Mr. Bezos and others like him are obscenely rich because they are, among their other qualities in starting and running a business, both good and bad, obscenely greedy. Shoppers visiting the Amazon website cannot be blamed for taking advantage of the low prices and good service. That would be a kind of “blaming the victim”. Besides, it is all too easy for shoppers to forget about or remain ignorant of Amazon’s bad labor practices and exploitative corporate citizenship since it does those things mostly out of sight and therefore out of mind, a benefit it has as an internet company that Walmart does not have as a brick and mortar outfit.
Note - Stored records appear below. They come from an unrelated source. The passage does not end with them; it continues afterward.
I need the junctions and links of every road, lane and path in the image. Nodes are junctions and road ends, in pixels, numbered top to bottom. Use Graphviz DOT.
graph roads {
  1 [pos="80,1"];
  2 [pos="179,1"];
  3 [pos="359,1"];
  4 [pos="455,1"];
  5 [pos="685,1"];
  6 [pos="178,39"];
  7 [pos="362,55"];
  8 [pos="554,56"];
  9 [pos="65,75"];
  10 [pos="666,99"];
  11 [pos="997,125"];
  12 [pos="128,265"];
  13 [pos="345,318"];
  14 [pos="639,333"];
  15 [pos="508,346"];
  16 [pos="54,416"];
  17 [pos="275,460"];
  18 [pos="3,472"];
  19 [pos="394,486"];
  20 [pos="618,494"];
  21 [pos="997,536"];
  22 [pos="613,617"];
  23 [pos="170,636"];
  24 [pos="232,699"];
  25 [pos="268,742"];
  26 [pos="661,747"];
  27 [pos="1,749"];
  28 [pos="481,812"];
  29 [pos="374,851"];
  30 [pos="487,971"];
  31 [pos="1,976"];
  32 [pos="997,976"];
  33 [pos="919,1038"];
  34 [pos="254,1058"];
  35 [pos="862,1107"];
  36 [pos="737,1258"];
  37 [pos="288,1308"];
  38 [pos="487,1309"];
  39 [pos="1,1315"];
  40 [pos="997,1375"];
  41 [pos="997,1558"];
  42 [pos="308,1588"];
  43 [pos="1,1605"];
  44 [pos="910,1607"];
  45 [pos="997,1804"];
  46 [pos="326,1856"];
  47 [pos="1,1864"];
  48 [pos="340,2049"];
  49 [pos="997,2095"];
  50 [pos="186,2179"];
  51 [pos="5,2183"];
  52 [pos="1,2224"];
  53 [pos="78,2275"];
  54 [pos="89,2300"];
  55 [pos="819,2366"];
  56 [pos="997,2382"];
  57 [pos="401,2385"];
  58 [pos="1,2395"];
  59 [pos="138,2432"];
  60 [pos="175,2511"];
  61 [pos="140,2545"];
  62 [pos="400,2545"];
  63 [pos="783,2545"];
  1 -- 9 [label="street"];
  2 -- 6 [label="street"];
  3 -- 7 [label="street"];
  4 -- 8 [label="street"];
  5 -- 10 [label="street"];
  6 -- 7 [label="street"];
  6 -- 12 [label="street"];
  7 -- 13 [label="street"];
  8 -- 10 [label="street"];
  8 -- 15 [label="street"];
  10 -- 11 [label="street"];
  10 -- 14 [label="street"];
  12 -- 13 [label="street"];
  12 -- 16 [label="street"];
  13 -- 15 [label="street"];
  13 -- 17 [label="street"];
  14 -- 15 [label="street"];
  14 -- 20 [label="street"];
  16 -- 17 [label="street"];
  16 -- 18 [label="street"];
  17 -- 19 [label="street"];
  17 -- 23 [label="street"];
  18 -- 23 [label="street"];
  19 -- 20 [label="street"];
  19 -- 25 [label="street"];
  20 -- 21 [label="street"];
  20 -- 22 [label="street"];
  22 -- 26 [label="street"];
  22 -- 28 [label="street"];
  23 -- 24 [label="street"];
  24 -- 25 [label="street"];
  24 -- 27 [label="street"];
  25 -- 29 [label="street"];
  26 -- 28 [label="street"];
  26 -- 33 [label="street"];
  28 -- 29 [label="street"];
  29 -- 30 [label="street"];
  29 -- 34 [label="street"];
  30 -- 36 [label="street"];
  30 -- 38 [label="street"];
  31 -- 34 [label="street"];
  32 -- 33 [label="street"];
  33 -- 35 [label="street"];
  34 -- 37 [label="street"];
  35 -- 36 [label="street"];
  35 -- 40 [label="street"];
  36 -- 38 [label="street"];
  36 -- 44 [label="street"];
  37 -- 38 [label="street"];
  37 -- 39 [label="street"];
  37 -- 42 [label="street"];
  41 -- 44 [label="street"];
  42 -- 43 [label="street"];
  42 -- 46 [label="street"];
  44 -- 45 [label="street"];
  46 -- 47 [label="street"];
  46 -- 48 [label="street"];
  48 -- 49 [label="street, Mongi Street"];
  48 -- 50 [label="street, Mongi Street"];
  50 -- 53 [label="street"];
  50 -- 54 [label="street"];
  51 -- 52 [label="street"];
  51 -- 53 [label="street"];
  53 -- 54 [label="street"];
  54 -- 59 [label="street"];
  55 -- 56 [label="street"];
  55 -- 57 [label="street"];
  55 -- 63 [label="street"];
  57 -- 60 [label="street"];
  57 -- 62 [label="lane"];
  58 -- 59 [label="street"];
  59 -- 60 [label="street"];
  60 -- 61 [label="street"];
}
Shoppers might fairly ask themselves, however, that even if they are not entirely complicit in sustaining Mr. Bezos’s greed, perhaps their own much smaller proportion of greed is something worth examining. It is a form of greed that drives most purchases from Amazon. Amazon sells some necessities such as groceries, but then so do stores at neighborhood shopping centers throughout the country. Most of what Amazon sells are not necessities. They are convenient luxuries, great or small, delivered to the shopper’s door. With the enormous emphasis on shopping around Thanksgiving all but swallowing up the holiday and its meaning, people might want to step back from the shopping cart, both real and virtual, and reflect on how their own petty greed feeds the monstrous greed of Jeff Bezos and his fellow billionaires and millionaires, while around the world millions upon millions of decent people go hungry.